» WORK REQUIRED:
Which lines in the records below contain the word "富士富士宮線"? Copy each one.
====== SUPPLIED MATERIAL
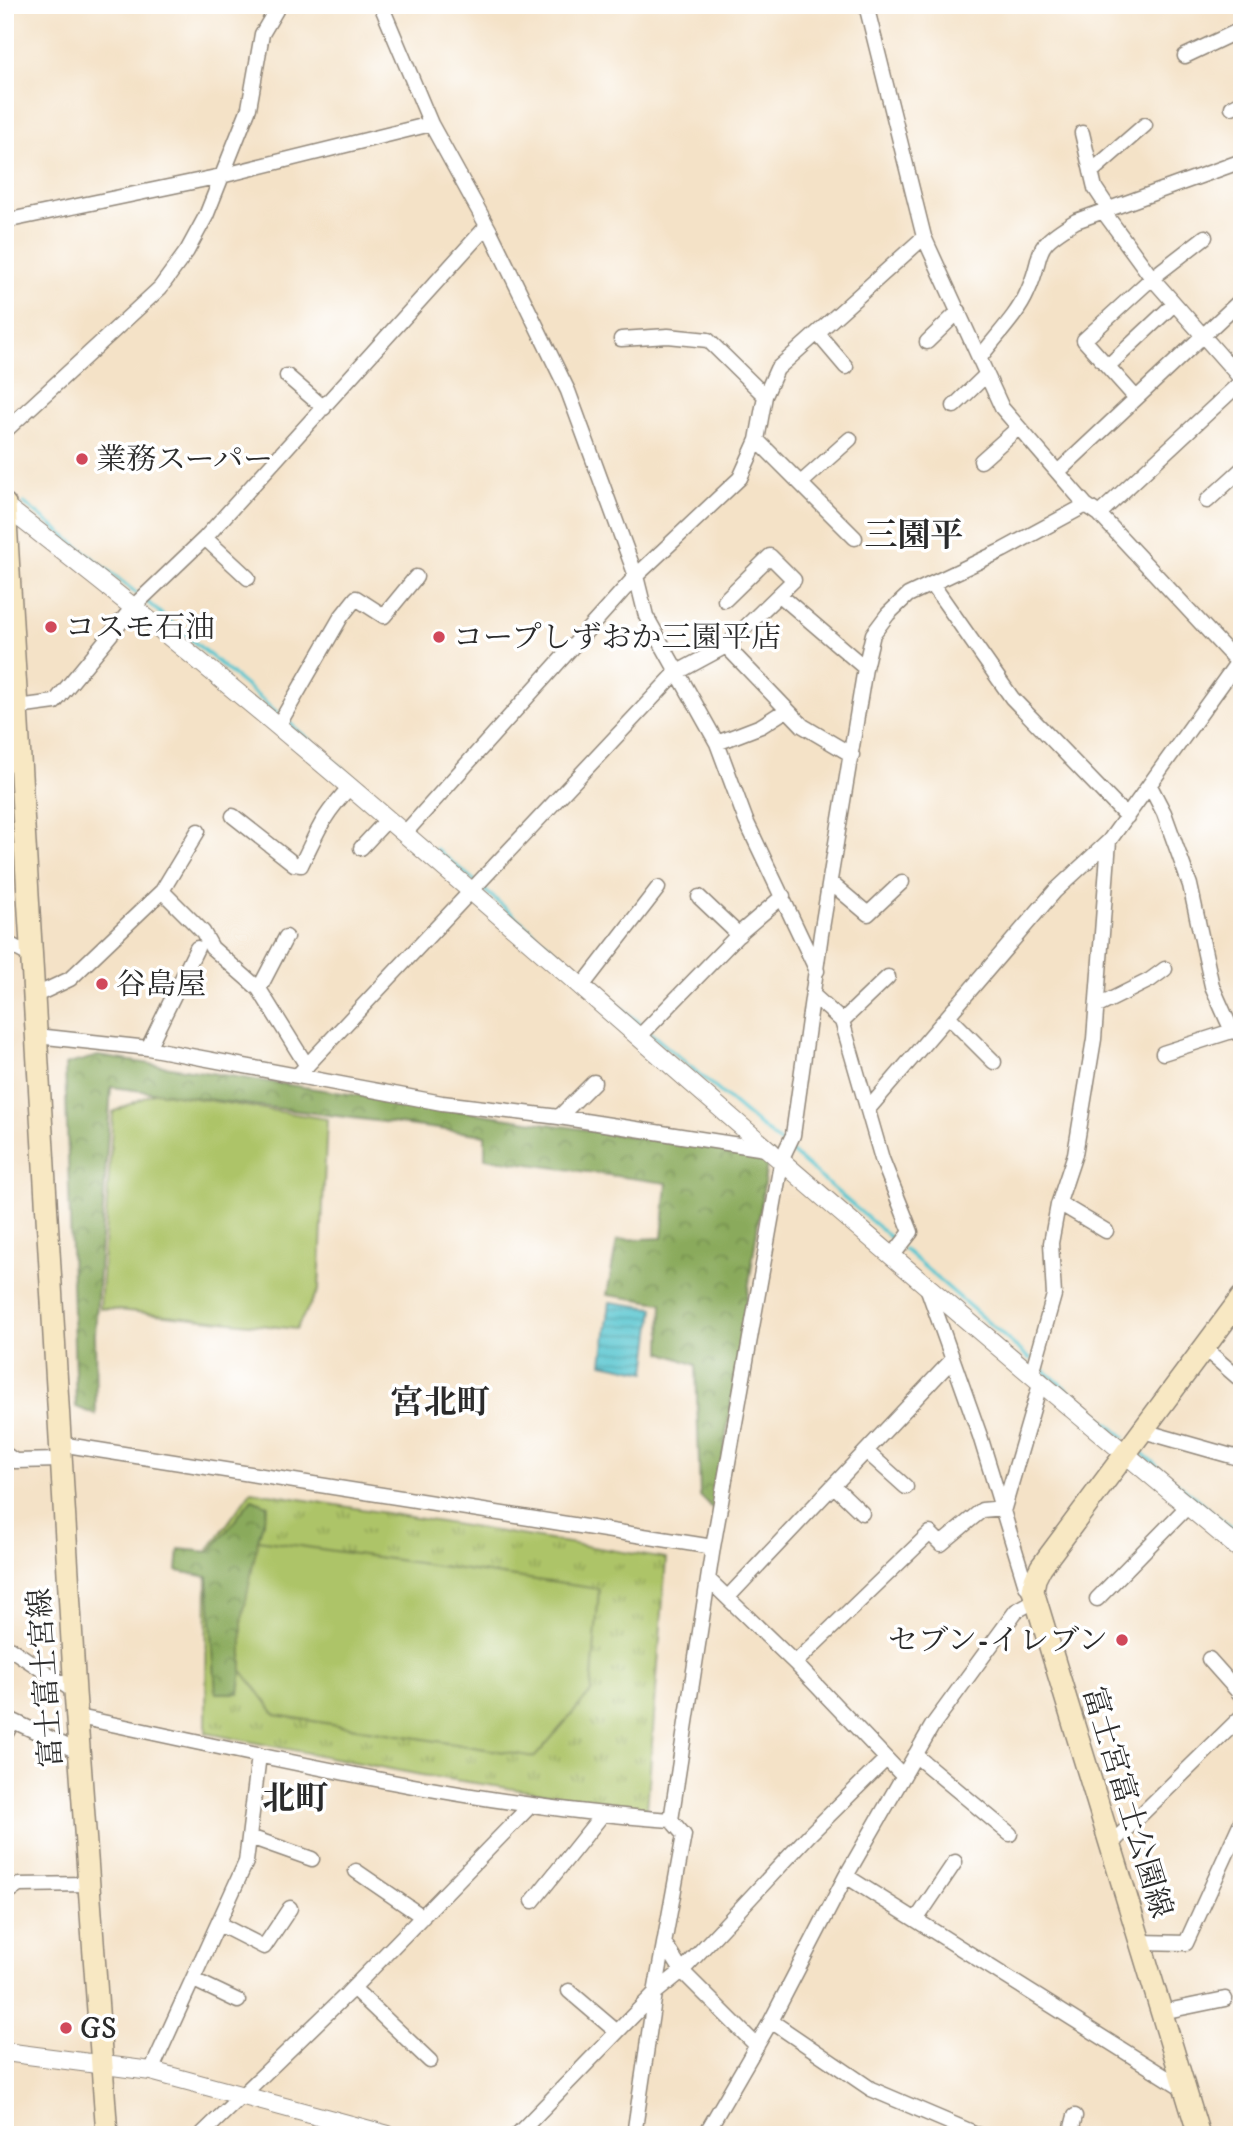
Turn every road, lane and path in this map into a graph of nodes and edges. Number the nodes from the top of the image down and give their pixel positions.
1 (279, 5) edge
2 (381, 5) edge
3 (866, 5) edge
4 (1242, 29) edge
5 (1185, 55) dead end
6 (431, 124) junction
7 (1146, 125) dead end
8 (1082, 133) dead end
9 (1242, 161) edge
10 (1091, 172) junction
11 (221, 176) junction
12 (1106, 210) junction
13 (5, 220) edge
14 (487, 226) junction
15 (924, 237) junction
16 (1205, 237) dead end
17 (1152, 278) junction
18 (1242, 299) edge
19 (1174, 304) junction
20 (959, 311) junction
21 (818, 334) junction
22 (1201, 334) junction
23 (621, 339) dead end
24 (927, 342) dead end
25 (979, 359) junction
26 (1108, 366) junction
27 (846, 367) dead end
28 (986, 375) junction
29 (288, 376) dead end
30 (1242, 380) edge
31 (765, 396) junction
32 (1136, 398) junction
33 (954, 405) dead end
34 (324, 408) junction
35 (1018, 428) junction
36 (5, 431) edge
37 (850, 439) dead end
38 (757, 440) junction
39 (981, 461) dead end
40 (1242, 469) edge
41 (1059, 471) junction
42 (802, 482) junction
43 (1207, 502) dead end
44 (5, 505) edge
45 (1086, 505) junction
46 (1099, 514) junction
47 (205, 538) junction
48 (855, 538) dead end
49 (636, 576) junction
50 (416, 577) dead end
51 (248, 578) dead end
52 (932, 584) junction
53 (781, 596) junction
54 (725, 600) dead end
55 (140, 601) junction
56 (726, 646) junction
57 (1240, 662) edge
58 (864, 668) junction
59 (676, 673) junction
60 (11, 710) edge
61 (786, 710) junction
62 (281, 720) junction
63 (717, 743) junction
64 (852, 755) junction
65 (1150, 786) junction
66 (350, 787) junction
67 (233, 816) dead end
68 (1127, 817) junction
69 (387, 820) junction
70 (408, 829) junction
71 (198, 831) dead end
72 (1108, 841) junction
73 (361, 848) dead end
74 (830, 882) junction
75 (902, 882) dead end
76 (474, 886) junction
77 (658, 888) dead end
78 (162, 891) junction
79 (783, 895) junction
80 (699, 897) dead end
81 (738, 935) junction
82 (286, 937) dead end
83 (5, 942) edge
84 (197, 948) dead end
85 (31, 956) junction
86 (1165, 969) dead end
87 (817, 972) junction
88 (888, 977) dead end
89 (586, 981) junction
90 (259, 989) junction
91 (34, 996) junction
92 (814, 996) junction
93 (1098, 1006) junction
94 (948, 1016) junction
95 (842, 1021) junction
96 (644, 1032) junction
97 (1237, 1032) edge
98 (37, 1036) junction
99 (148, 1048) junction
100 (1163, 1053) dead end
101 (994, 1062) dead end
102 (303, 1071) junction
103 (594, 1082) dead end
104 (870, 1107) junction
105 (559, 1117) junction
106 (782, 1151) junction
107 (1059, 1203) junction
108 (1106, 1231) dead end
109 (898, 1249) junction
110 (927, 1287) junction
111 (1242, 1297) edge
112 (1205, 1349) junction
113 (952, 1360) junction
114 (1036, 1370) junction
115 (1242, 1381) edge
116 (1143, 1431) junction
117 (61, 1452) junction
118 (867, 1452) junction
119 (5, 1454) edge
120 (1126, 1454) junction
121 (1242, 1460) edge
122 (835, 1487) junction
123 (906, 1487) dead end
124 (1188, 1506) junction
125 (1004, 1508) junction
126 (862, 1513) dead end
127 (713, 1547) junction
128 (1242, 1551) edge
129 (709, 1580) junction
130 (729, 1596) junction
131 (1034, 1596) junction
132 (1097, 1599) dead end
133 (5, 1646) edge
134 (1209, 1659) dead end
135 (795, 1663) junction
136 (75, 1692) junction
137 (1242, 1696) edge
138 (1242, 1716) edge
139 (79, 1717) junction
140 (9, 1719) edge
141 (5, 1735) edge
142 (81, 1753) junction
143 (259, 1755) junction
144 (915, 1755) junction
145 (886, 1760) junction
146 (902, 1776) junction
147 (531, 1805) junction
148 (602, 1815) junction
149 (671, 1820) junction
150 (1242, 1820) edge
151 (1010, 1834) dead end
152 (250, 1837) junction
153 (1110, 1845) junction
154 (312, 1860) dead end
155 (956, 1863) dead end
156 (356, 1871) dead end
157 (846, 1877) junction
158 (88, 1884) junction
159 (5, 1894) edge
160 (533, 1901) dead end
161 (290, 1908) dead end
162 (423, 1917) junction
163 (916, 1920) junction
164 (219, 1924) junction
165 (1140, 1942) junction
166 (665, 1944) junction
167 (682, 1971) junction
168 (194, 1980) junction
169 (353, 1988) junction
170 (569, 1991) dead end
171 (655, 1993) junction
172 (1225, 1999) dead end
173 (238, 2001) dead end
174 (1162, 2012) junction
175 (771, 2021) junction
176 (617, 2032) junction
177 (757, 2046) junction
178 (5, 2052) edge
179 (430, 2060) dead end
180 (101, 2064) junction
181 (151, 2071) junction
182 (1185, 2090) junction
183 (240, 2095) junction
184 (1075, 2116) dead end
185 (951, 2130) edge
186 (107, 2135) edge
187 (201, 2135) edge
188 (388, 2135) edge
189 (517, 2135) edge
190 (635, 2135) edge
191 (705, 2135) edge
192 (979, 2135) edge
193 (1070, 2135) edge
194 (1199, 2135) edge

1 - 11 street
2 - 6 street
3 - 15 street
4 - 5 street
6 - 11 street
6 - 14 street
7 - 10 street
8 - 10 street
9 - 12 street
10 - 12 street
11 - 13 street
11 - 36 street
12 - 17 street
12 - 25 street
14 - 34 street
14 - 49 street
15 - 20 street
15 - 21 street
16 - 17 street
17 - 19 street
17 - 26 street
18 - 22 street
19 - 22 street
19 - 26 street
20 - 24 street
20 - 25 street
21 - 27 street
21 - 31 street
22 - 30 street
22 - 32 street
23 - 31 street
25 - 28 street
26 - 32 street
28 - 33 street
28 - 35 street
29 - 34 street
30 - 46 street
31 - 38 street
32 - 41 street
34 - 47 street
35 - 39 street
35 - 41 street
37 - 42 street
38 - 42 street
38 - 49 street
40 - 43 street
41 - 45 street
42 - 48 street
44 - 55 street
44 - 60 main road, 富士富士宮線
45 - 46 street
45 - 52 street
46 - 57 street
47 - 51 street
47 - 55 street
49 - 59 street
49 - 70 street
50 - 62 street
52 - 58 street
52 - 68 street
53 - 54 street
53 - 56 street
53 - 58 street
55 - 60 street
55 - 62 street
56 - 59 street
56 - 61 street
57 - 65 street
58 - 64 street
59 - 63 street
59 - 76 street
60 - 85 main road, 富士富士宮線
61 - 63 street
61 - 64 street
62 - 66 street
63 - 79 street
64 - 74 street
65 - 68 street
65 - 97 street
66 - 67 street
66 - 69 street
68 - 72 street
69 - 70 street
69 - 73 street
70 - 76 street
71 - 78 street
72 - 93 street
72 - 94 street
74 - 75 street
74 - 87 street
76 - 89 street
76 - 102 street
77 - 89 street
78 - 90 street
78 - 91 street
79 - 81 street
79 - 87 street
80 - 81 street
81 - 96 street
82 - 90 street
83 - 85 street
84 - 99 street
85 - 91 main road, 富士富士宮線
86 - 93 street
87 - 92 street
88 - 95 street
89 - 96 street
90 - 102 street
91 - 98 main road, 富士富士宮線
92 - 95 street
92 - 106 street
93 - 107 street
94 - 101 street
94 - 104 street
95 - 104 street
96 - 106 street
97 - 100 street
98 - 99 street
98 - 117 main road, 富士富士宮線
99 - 102 street
102 - 105 street
103 - 105 street
104 - 109 street
105 - 106 street
106 - 109 street
106 - 127 street
107 - 108 street
107 - 114 street
109 - 110 street
110 - 113 street
110 - 114 street
111 - 112 main road
112 - 115 street
112 - 116 main road
113 - 118 street
113 - 125 street
114 - 120 street
114 - 125 street
116 - 120 main road
116 - 121 street
117 - 119 street
117 - 127 street
117 - 136 main road, 富士富士宮線
118 - 122 street
118 - 123 street
120 - 124 street
120 - 131 main road
122 - 126 street
122 - 130 street
124 - 128 street
124 - 132 street
125 - 131 street
125 - 135 street
127 - 129 street
129 - 130 street
129 - 149 street
130 - 135 street
131 - 144 street
131 - 153 main road, 富士宮富士公園線
133 - 136 street
134 - 137 street
135 - 145 street
136 - 139 main road, 富士富士宮線
138 - 153 street
139 - 142 main road, 富士富士宮線
139 - 143 street
140 - 141 street
140 - 142 street
142 - 158 main road, 富士富士宮線
143 - 147 street
143 - 152 street
144 - 146 street
144 - 151 street
145 - 146 street
145 - 167 street
146 - 157 street
147 - 148 street
147 - 162 street
148 - 149 street
148 - 160 street
149 - 166 street
150 - 165 street
152 - 154 street
152 - 164 street
153 - 165 main road, 富士宮富士公園線
155 - 163 street
156 - 162 street
157 - 163 street
157 - 175 street
158 - 159 street
158 - 180 main road, 富士富士宮線
161 - 164 street
162 - 169 street
163 - 182 street
164 - 168 street
165 - 174 main road, 富士宮富士公園線
166 - 167 street
166 - 171 street
167 - 171 street
167 - 177 street
168 - 173 street
168 - 181 street
169 - 179 street
169 - 183 street
170 - 176 street
171 - 176 street
171 - 190 street
172 - 174 street
174 - 182 main road, 富士宮富士公園線
175 - 177 street
175 - 185 street
176 - 189 street
177 - 191 street
178 - 180 street
180 - 181 street
180 - 186 main road, 富士富士宮線
181 - 183 street
182 - 194 main road, 富士宮富士公園線
183 - 187 street
183 - 188 street
184 - 193 street
185 - 192 street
============
» ANSWER TO THIS EXERCISE:
44 - 60 main road, 富士富士宮線
60 - 85 main road, 富士富士宮線
85 - 91 main road, 富士富士宮線
91 - 98 main road, 富士富士宮線
98 - 117 main road, 富士富士宮線
117 - 136 main road, 富士富士宮線
136 - 139 main road, 富士富士宮線
139 - 142 main road, 富士富士宮線
142 - 158 main road, 富士富士宮線
158 - 180 main road, 富士富士宮線
180 - 186 main road, 富士富士宮線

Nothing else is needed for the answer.